Problem to solve:
Reproduce the data word for word, keeping every line complete.

[[ Source information, beginning ]]

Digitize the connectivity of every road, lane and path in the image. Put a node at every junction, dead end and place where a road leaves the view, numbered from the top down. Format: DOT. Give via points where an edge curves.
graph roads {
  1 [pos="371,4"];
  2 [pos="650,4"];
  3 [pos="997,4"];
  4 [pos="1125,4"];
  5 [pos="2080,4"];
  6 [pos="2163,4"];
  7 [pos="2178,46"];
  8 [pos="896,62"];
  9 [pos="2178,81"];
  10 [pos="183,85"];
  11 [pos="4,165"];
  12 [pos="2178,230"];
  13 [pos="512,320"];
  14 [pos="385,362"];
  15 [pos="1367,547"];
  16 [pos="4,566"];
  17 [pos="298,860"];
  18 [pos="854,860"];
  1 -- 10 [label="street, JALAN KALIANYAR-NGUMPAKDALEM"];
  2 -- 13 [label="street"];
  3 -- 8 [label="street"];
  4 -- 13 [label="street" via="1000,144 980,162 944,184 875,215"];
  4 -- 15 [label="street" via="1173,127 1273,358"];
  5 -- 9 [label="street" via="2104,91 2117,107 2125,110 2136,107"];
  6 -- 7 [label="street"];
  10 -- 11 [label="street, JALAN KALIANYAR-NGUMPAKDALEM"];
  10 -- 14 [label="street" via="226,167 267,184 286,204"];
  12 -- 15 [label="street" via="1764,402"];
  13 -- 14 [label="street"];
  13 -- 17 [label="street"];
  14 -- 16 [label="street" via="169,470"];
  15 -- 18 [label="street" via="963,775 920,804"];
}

[[ Source information, end ]]

Solution to the problem:
Digitize the connectivity of every road, lane and path in the image. Put a node at every junction, dead end and place where a road leaves the view, numbered from the top down. Format: DOT. Give via points where an edge curves.
graph roads {
  1 [pos="371,4"];
  2 [pos="650,4"];
  3 [pos="997,4"];
  4 [pos="1125,4"];
  5 [pos="2080,4"];
  6 [pos="2163,4"];
  7 [pos="2178,46"];
  8 [pos="896,62"];
  9 [pos="2178,81"];
  10 [pos="183,85"];
  11 [pos="4,165"];
  12 [pos="2178,230"];
  13 [pos="512,320"];
  14 [pos="385,362"];
  15 [pos="1367,547"];
  16 [pos="4,566"];
  17 [pos="298,860"];
  18 [pos="854,860"];
  1 -- 10 [label="street, JALAN KALIANYAR-NGUMPAKDALEM"];
  2 -- 13 [label="street"];
  3 -- 8 [label="street"];
  4 -- 13 [label="street" via="1000,144 980,162 944,184 875,215"];
  4 -- 15 [label="street" via="1173,127 1273,358"];
  5 -- 9 [label="street" via="2104,91 2117,107 2125,110 2136,107"];
  6 -- 7 [label="street"];
  10 -- 11 [label="street, JALAN KALIANYAR-NGUMPAKDALEM"];
  10 -- 14 [label="street" via="226,167 267,184 286,204"];
  12 -- 15 [label="street" via="1764,402"];
  13 -- 14 [label="street"];
  13 -- 17 [label="street"];
  14 -- 16 [label="street" via="169,470"];
  15 -- 18 [label="street" via="963,775 920,804"];
}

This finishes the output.